Flatness After All?

TL;DR

This paper proposes a new flatness measure based on soft rank of the Hessian to better predict generalization gaps in neural networks, especially when traditional sharpness measures are unreliable.

Contribution

It introduces a soft rank flatness measure that accurately estimates generalization gaps in calibrated models and remains reliable for non-calibrated models, connecting to established criteria.

Findings

The soft rank measure correlates well with the true generalization gap.

It outperforms traditional sharpness measures in robustness.

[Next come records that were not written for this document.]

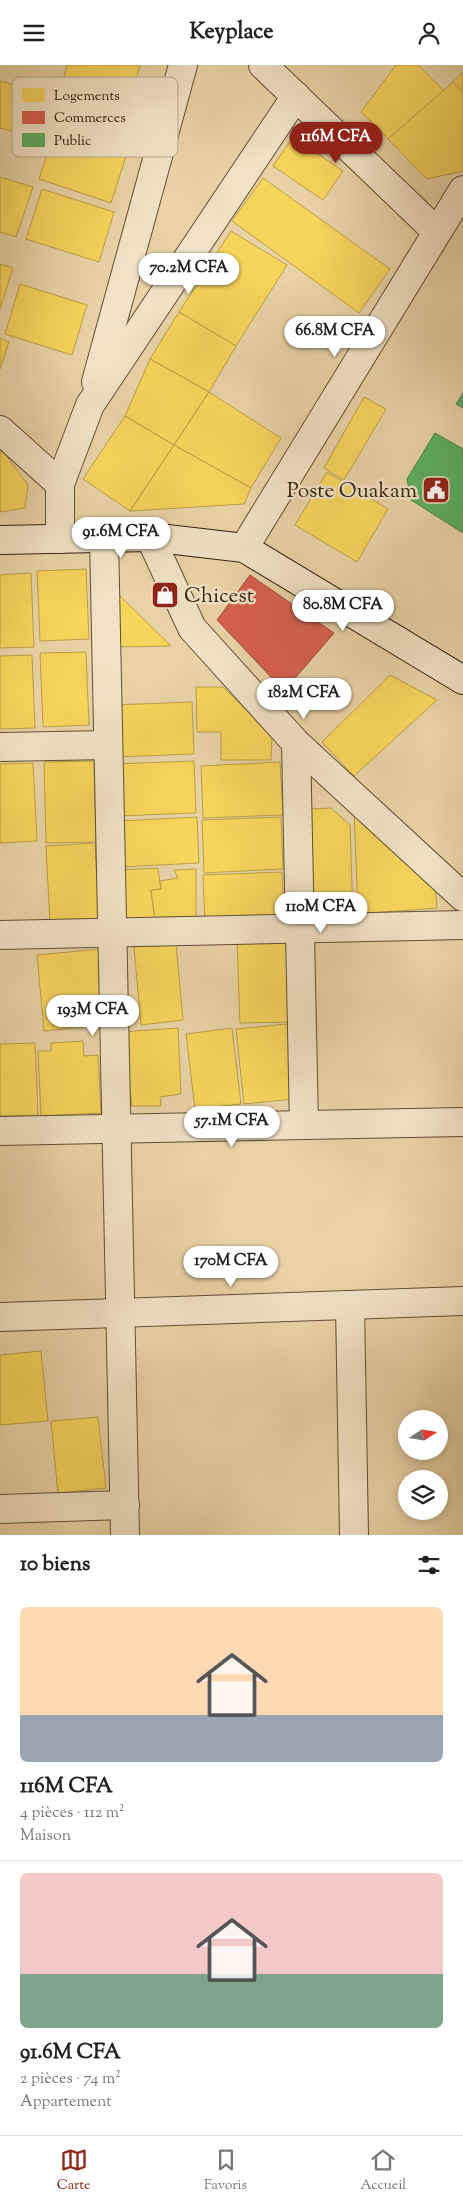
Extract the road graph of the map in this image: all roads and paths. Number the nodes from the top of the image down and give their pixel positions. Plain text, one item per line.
1 (183, 65) edge
2 (263, 65) edge
3 (178, 83) edge
4 (296, 96) junction
5 (158, 157) edge
6 (463, 190) edge
7 (437, 232) junction
8 (90, 405) junction
9 (0, 430) edge
10 (60, 483) junction
11 (150, 537) junction
12 (104, 538) junction
13 (60, 539) junction
14 (0, 540) edge
15 (244, 548) junction
16 (463, 680) edge
17 (296, 743) junction
18 (108, 745) junction
19 (0, 747) edge
20 (463, 897) edge
21 (463, 925) edge
22 (300, 928) junction
23 (112, 932) junction
24 (0, 935) edge
25 (463, 1122) edge
26 (304, 1125) junction
27 (116, 1129) junction
28 (0, 1131) edge
29 (463, 1301) edge
30 (350, 1305) junction
31 (120, 1313) junction
32 (0, 1317) edge
33 (124, 1505) junction
34 (0, 1509) edge
35 (125, 1535) edge
36 (354, 1535) edge

1 - 3 street
2 - 4 street
4 - 7 street
4 - 8 street
5 - 8 street
6 - 7 street
7 - 15 street
8 - 10 street
9 - 10 street
10 - 13 street
11 - 12 street
11 - 15 street
11 - 17 street
12 - 13 street
12 - 18 street
13 - 14 street
15 - 16 street
17 - 20 street
17 - 22 street
18 - 19 street
18 - 23 street
21 - 22 street
22 - 23 street
22 - 26 street
23 - 24 street
23 - 27 street
25 - 26 street
26 - 27 street
27 - 28 street
27 - 31 street
29 - 30 street
30 - 31 street
30 - 36 street
31 - 32 street
31 - 33 street
33 - 34 street
33 - 35 street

Experimental results validate the effectiveness of the proposed method.

Abstract

Recent literature generalization in deep learning has examined the relationship between the curvature of the loss function at minima and generalization, mainly in the context of overparameterized neural networks. A key observation is that "flat" minima tend to generalize better than "sharp" minima. While this idea is supported by empirical evidence, it has also been shown that deep networks can generalize even with arbitrary sharpness, as measured by either the trace or the spectral norm of the Hessian. In this paper, we argue that generalization could be assessed by measuring flatness using a soft rank measure of the Hessian. We show that when an exponential family neural network model is exactly calibrated, and its prediction error and its confidence on the prediction are not correlated with the first and the second derivative of the network's output, our measure accurately captures the asymptotic expected generalization gap. For non-calibrated models, we connect a soft rank based flatness measure to the well-known Takeuchi Information Criterion and show that it still provides reliable estimates of generalization gaps for models that are not overly confident. Experimental results indicate that our approach offers a robust estimate of the generalization gap compared to baselines.